Abertura de Créditos Especiais. O art. 96 do Código de Contabilidade estabelece que a duração dos créditos especiais será a determinada na lei que os autorizar, e, no caso de omissão, o de dois exercícios, observada a disposição do art. 40. O que o art. 40 dispõe é o seguinte: “ Os créditos especiais, que, em virtude de disposição de lei, vigoram por vários exercícios, serão regulados, nos primeiros, pelo sistema de gestão anual, transportando-se de um a outro ano financeiro os saldos apurados e as despesas empenhadas até 31 de dezembro, referentes a serviços ou fornecimentos não efetuados até então; mas, no último exercício vigorarão, como os demais créditos, até 31 de março”.

     Ora, a lei, que aprovou os contratos, não determinou a duração dos créditos que autorizou o Executivo a abrir para o pagamento dos serviços e fornecimentos a que a Revista do Supremo Tribunal se obrigou em todo o decurso do contrato. A lei foi evidentemente omissa neste ponto. Portanto, a duração dos créditos especiais, autorizados pela lei retificativa do contrato, não pode ultrapassar o período de dois exercícios. Nem é possível que seja de outra maneira, pois quer se trata de despesas incertas no seu quantum, e mesmo na sua essência, porquanto trata-se de um contrato que pode ser executado e pode não o ser, e de despesas que só se conhecem depois de realizadas.

     O crédito especial é um crédito de uma quantia determinada que fica destinada ao pagamento de um também determinado serviço, e por conta do qual se vão fazendo pagamentos, que vão sendo debitados à proporção que são feitos. Ao Governo é impossível, e mesmo vedado abrir créditos indeterminados. É o que diz o art. 86 do Código de Contabilidade: “Abertura de crédito é a fixação, em ato do Poder Executivo, das importâncias necessárias a despesas públicas não computadas, ou insuficientemente dotadas nas leis do orçamento”. A prevalecer a ideia contrária, como se trata de um contrato celebrado com o prazo de 25 ou de 50 anos (conforme se interprete a cláusula relativa), seria mister que o Governo avaliasse as despesas relativas a esses 25 ou 50 anos, e abrisse o crédito da importância total para, por conta dele, irem se fazendo os pagamentos parciais.

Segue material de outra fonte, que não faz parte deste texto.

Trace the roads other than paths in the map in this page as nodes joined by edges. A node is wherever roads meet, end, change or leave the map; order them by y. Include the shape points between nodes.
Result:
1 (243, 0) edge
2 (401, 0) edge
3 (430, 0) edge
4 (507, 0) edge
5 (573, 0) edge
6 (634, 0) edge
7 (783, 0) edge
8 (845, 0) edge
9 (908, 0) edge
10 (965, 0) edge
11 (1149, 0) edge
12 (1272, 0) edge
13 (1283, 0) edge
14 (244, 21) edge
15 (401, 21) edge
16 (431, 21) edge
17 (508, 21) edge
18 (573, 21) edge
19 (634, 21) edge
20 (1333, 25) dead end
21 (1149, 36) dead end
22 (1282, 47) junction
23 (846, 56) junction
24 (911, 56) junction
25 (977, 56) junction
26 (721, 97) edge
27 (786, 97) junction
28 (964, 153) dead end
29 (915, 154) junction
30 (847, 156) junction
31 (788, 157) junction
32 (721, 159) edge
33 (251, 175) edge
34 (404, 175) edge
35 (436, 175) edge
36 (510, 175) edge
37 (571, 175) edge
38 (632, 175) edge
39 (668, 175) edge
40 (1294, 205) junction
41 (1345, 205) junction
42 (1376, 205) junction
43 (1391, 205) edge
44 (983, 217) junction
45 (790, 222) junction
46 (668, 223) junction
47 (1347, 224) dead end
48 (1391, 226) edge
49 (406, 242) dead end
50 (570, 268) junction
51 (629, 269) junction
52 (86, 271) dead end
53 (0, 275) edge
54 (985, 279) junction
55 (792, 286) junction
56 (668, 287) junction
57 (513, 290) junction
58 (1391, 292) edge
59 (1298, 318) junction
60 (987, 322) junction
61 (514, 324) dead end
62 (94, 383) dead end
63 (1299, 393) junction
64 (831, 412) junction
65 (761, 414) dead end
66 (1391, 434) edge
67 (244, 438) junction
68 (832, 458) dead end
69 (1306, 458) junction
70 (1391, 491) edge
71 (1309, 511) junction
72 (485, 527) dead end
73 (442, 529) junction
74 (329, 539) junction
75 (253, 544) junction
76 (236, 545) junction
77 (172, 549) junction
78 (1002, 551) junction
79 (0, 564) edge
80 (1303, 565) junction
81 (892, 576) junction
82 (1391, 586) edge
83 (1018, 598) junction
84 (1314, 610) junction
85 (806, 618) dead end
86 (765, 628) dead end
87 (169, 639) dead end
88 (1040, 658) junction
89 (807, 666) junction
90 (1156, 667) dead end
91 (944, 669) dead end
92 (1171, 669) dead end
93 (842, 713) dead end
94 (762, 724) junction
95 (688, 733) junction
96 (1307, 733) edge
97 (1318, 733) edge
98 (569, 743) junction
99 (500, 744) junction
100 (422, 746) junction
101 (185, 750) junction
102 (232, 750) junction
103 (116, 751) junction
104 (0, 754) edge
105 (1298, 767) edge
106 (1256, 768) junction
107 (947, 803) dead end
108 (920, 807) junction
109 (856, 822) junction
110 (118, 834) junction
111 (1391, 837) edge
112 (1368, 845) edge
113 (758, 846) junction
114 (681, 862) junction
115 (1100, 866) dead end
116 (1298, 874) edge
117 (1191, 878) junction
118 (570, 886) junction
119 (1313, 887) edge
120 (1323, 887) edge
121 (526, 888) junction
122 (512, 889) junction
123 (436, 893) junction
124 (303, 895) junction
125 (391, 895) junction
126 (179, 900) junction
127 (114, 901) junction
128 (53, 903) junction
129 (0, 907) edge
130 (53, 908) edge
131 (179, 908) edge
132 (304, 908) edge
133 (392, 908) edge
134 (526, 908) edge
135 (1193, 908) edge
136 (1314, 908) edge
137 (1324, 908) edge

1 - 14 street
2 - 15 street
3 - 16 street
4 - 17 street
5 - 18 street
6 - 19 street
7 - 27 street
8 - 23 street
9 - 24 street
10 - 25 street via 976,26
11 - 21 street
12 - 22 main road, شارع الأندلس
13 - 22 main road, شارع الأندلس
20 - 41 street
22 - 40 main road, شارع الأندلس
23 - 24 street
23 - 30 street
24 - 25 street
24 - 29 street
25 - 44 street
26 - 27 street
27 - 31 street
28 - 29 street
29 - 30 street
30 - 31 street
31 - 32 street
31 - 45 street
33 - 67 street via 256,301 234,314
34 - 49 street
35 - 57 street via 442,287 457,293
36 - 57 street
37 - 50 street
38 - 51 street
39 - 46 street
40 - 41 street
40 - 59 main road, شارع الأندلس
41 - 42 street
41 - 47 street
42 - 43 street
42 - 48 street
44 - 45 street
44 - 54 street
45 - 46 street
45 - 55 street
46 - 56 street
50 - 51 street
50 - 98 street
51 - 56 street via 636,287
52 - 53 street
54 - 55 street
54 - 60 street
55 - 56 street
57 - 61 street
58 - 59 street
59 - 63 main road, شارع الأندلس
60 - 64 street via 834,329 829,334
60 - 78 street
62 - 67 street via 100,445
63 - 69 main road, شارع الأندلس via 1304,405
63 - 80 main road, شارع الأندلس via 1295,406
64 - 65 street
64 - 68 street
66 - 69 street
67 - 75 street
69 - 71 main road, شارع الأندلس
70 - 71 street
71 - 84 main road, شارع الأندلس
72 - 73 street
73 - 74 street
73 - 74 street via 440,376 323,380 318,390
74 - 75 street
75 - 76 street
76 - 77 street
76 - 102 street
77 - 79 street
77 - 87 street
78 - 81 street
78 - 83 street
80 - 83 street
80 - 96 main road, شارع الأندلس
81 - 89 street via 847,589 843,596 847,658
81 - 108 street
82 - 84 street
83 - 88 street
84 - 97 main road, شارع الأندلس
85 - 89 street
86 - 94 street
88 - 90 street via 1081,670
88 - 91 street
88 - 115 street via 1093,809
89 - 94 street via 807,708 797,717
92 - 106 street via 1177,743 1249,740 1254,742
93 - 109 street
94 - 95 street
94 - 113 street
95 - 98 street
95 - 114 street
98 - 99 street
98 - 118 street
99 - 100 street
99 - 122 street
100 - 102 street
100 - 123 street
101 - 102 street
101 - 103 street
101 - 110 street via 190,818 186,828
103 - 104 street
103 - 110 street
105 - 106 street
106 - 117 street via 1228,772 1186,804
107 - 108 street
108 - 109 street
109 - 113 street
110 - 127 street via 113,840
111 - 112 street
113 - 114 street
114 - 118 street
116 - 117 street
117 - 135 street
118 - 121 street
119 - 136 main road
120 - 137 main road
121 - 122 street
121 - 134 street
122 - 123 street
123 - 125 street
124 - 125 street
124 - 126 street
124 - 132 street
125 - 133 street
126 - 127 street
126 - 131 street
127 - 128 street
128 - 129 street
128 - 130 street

     Evidentemente, seria absurdo que assim se procedesse. Portanto, o Governo só pode abrir o crédito para atender às despesas relativas a dois exercícios, consoante o disposto no art. 96 do Código de Contabilidade. Notáveis jurisconsultos, cujos pareceres a empresa ofereceu ao Governo, dizem que os créditos especiais, votados pelo Congresso para um serviço contratado, têm, segundo a legislação em vigor desde o tempo do Império, e no domínio da República, a duração dos contratos.

     Por maior que seja o meu constrangimento em divergir de tão abalizadas opiniões, sou, todavia, forçado a dissentir. Não me parece acertado afirmar-se que, segundo a legislação da República, os créditos especiais, votados pelo Congresso para um serviço contratado, têm a duração do contrato. Os dispositivos citados em apoio desta asserção são a lei e o Código de Contabilidade Pública. Mas nenhum dos dispositivos invocados (art. 80, § 3º, 2ª alínea da Lei, e art. 96 do Código) autoriza essa conclusão, por quanto o que ambos dizem, repetindo-se, é que, como já vimos, a duração desses créditos será a determinada na lei que os autorizar, e, no caso de omissão, a de dois exercícios. Estão muito longe de dizer o que asseguram os notáveis jurisconsultos, isto é, que os créditos têm a duração dos contratos.

     A lei do Império, invocada, foi a de 25 de agosto de 1873, art. 18, § 1º, 2ª alínea.

     Tal lei, quando contivesse essa cláusula (o que é escusado investigar), não pode ser invocada, porquanto tanto a lei como o Código de Contabilidade, consolidando todos os dispositivos relativos à matéria, declararam revogadas as disposições em contrário.

     Penso, em suma, que o Governo só pode abrir credito especial que não ultrapasse dois exercícios financeiros, competindo ao Congresso, daí em diante, consignar no orçamento a verba necessária, ou autorizar as medidas que julgar convenientes.

     O que pode o Governo exigir da empresa antes de abrir o crédito.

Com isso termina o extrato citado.